▶ **PROBLEM DETAILS**:
Please go through the records below and return every line holding the word "Oaks".

Stored data

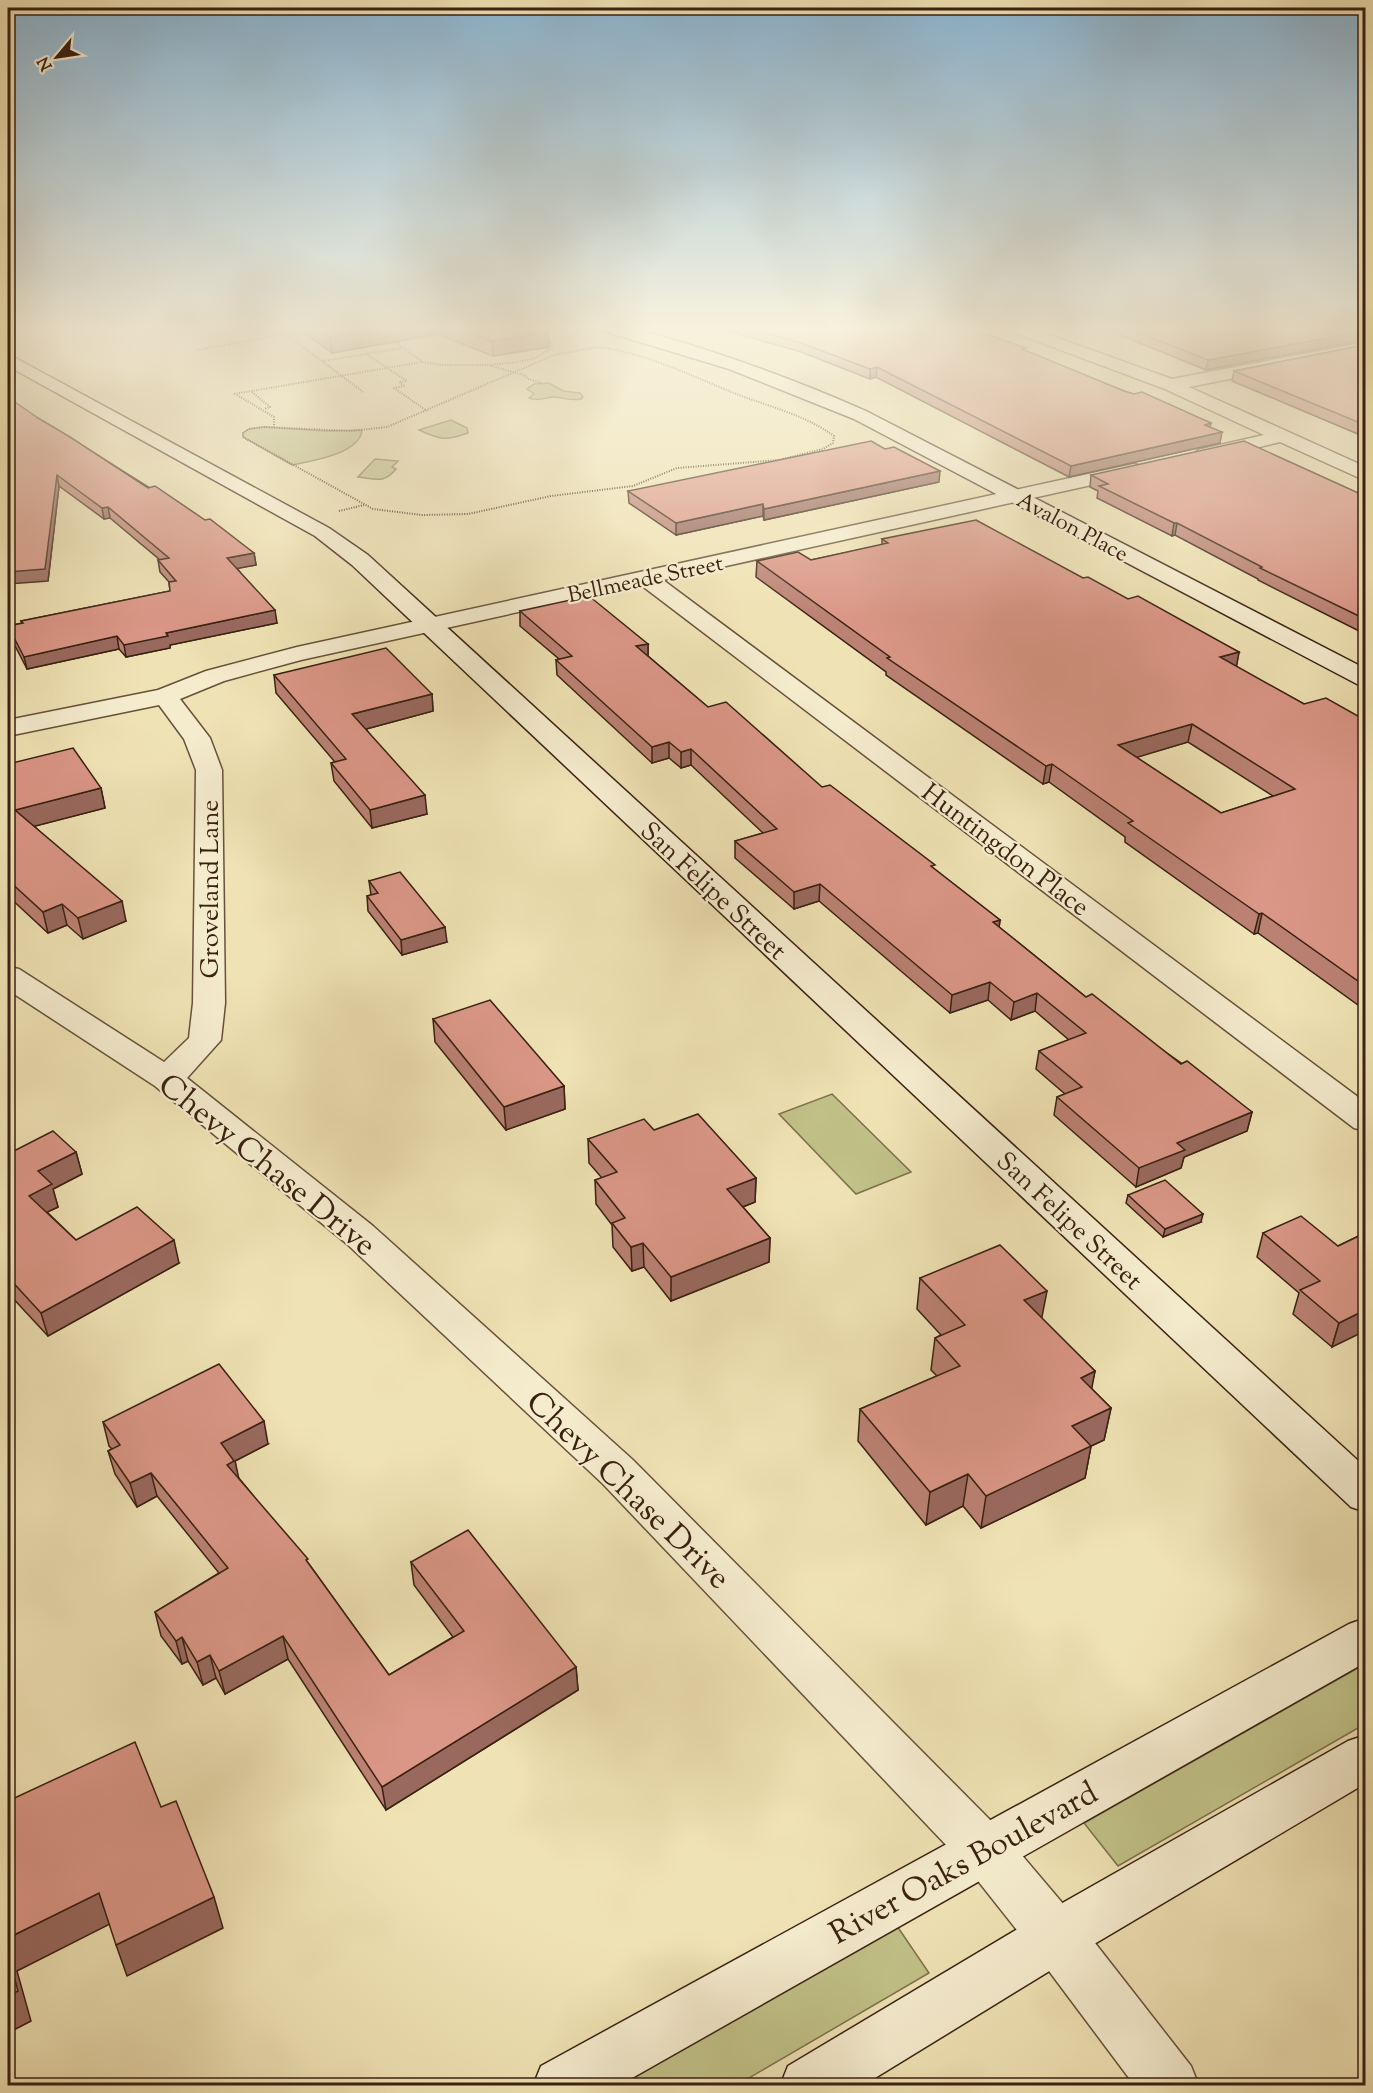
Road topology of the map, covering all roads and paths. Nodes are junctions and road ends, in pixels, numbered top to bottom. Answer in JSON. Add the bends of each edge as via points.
{"nodes":[{"id":1,"x":127,"y":425,"type":"edge"},
{"id":2,"x":393,"y":425,"type":"edge"},
{"id":3,"x":818,"y":425,"type":"edge"},
{"id":4,"x":879,"y":425,"type":"edge"},
{"id":5,"x":1259,"y":425,"type":"edge"},
{"id":6,"x":274,"y":427,"type":"joint"},
{"id":7,"x":1284,"y":436,"type":"junction"},
{"id":8,"x":1180,"y":460,"type":"edge"},
{"id":9,"x":1156,"y":465,"type":"edge"},
{"id":10,"x":1365,"y":475,"type":"edge"},
{"id":11,"x":1018,"y":497,"type":"junction"},
{"id":12,"x":365,"y":504,"type":"junction"},
{"id":13,"x":349,"y":509,"type":"dead end"},
{"id":14,"x":646,"y":578,"type":"junction"},
{"id":15,"x":429,"y":624,"type":"junction"},
{"id":16,"x":1365,"y":679,"type":"edge"},
{"id":17,"x":165,"y":696,"type":"junction"},
{"id":18,"x":8,"y":728,"type":"edge"},
{"id":19,"x":8,"y":976,"type":"edge"},
{"id":20,"x":167,"y":1079,"type":"junction"},
{"id":21,"x":1365,"y":1120,"type":"edge"},
{"id":22,"x":1365,"y":1495,"type":"edge"},
{"id":23,"x":1365,"y":1638,"type":"edge"},
{"id":24,"x":1365,"y":1756,"type":"edge"},
{"id":25,"x":985,"y":1850,"type":"junction"},
{"id":26,"x":1055,"y":1937,"type":"junction"},
{"id":27,"x":561,"y":2085,"type":"edge"},
{"id":28,"x":808,"y":2085,"type":"edge"},
{"id":29,"x":1171,"y":2085,"type":"edge"}],
"edges":[{"from":1,"to":15,"type":"street","name":"San Felipe Street","via":[[322,532],[360,560]]},
{"from":2,"to":6,"type":"path","via":[[327,431]]},
{"from":3,"to":12,"type":"path","via":[[834,436],[833,443],[823,449],[779,460],[677,468],[633,486],[551,496],[468,514],[392,513]]},
{"from":4,"to":11,"type":"street","name":"Avalon Place"},
{"from":5,"to":7,"type":"street"},
{"from":6,"to":12,"type":"path","via":[[249,429],[243,437]]},
{"from":7,"to":8,"type":"street"},
{"from":7,"to":10,"type":"street"},
{"from":9,"to":11,"type":"street","name":"Bellmeade Street"},
{"from":11,"to":14,"type":"street","name":"Bellmeade Street"},
{"from":11,"to":16,"type":"street","name":"Avalon Place"},
{"from":12,"to":13,"type":"path"},
{"from":14,"to":15,"type":"street","name":"Bellmeade Street"},
{"from":14,"to":21,"type":"street","name":"Huntingdon Place"},
{"from":15,"to":17,"type":"street","name":"Bellmeade Street","via":[[215,676]]},
{"from":15,"to":22,"type":"street","name":"San Felipe Street"},
{"from":17,"to":18,"type":"street","name":"Bellmeade Street"},
{"from":17,"to":20,"type":"street","name":"Groveland Lane","via":[[197,738],[209,770],[209,1003],[205,1040]]},
{"from":19,"to":20,"type":"street","name":"Chevy Chase Drive"},
{"from":20,"to":25,"type":"street","name":"Chevy Chase Drive","via":[[360,1235],[618,1472]]},
{"from":23,"to":25,"type":"street","name":"River Oaks Boulevard"},
{"from":24,"to":26,"type":"street"},
{"from":25,"to":26,"type":"street","name":"Chevy Chase Drive"},
{"from":25,"to":27,"type":"street","name":"River Oaks Boulevard"},
{"from":26,"to":28,"type":"street"},
{"from":26,"to":29,"type":"street","name":"Chevy Chase Drive"}]}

▶ **EXERCISE ANSWER**:
{"from":23,"to":25,"type":"street","name":"River Oaks Boulevard"},
{"from":25,"to":27,"type":"street","name":"River Oaks Boulevard"},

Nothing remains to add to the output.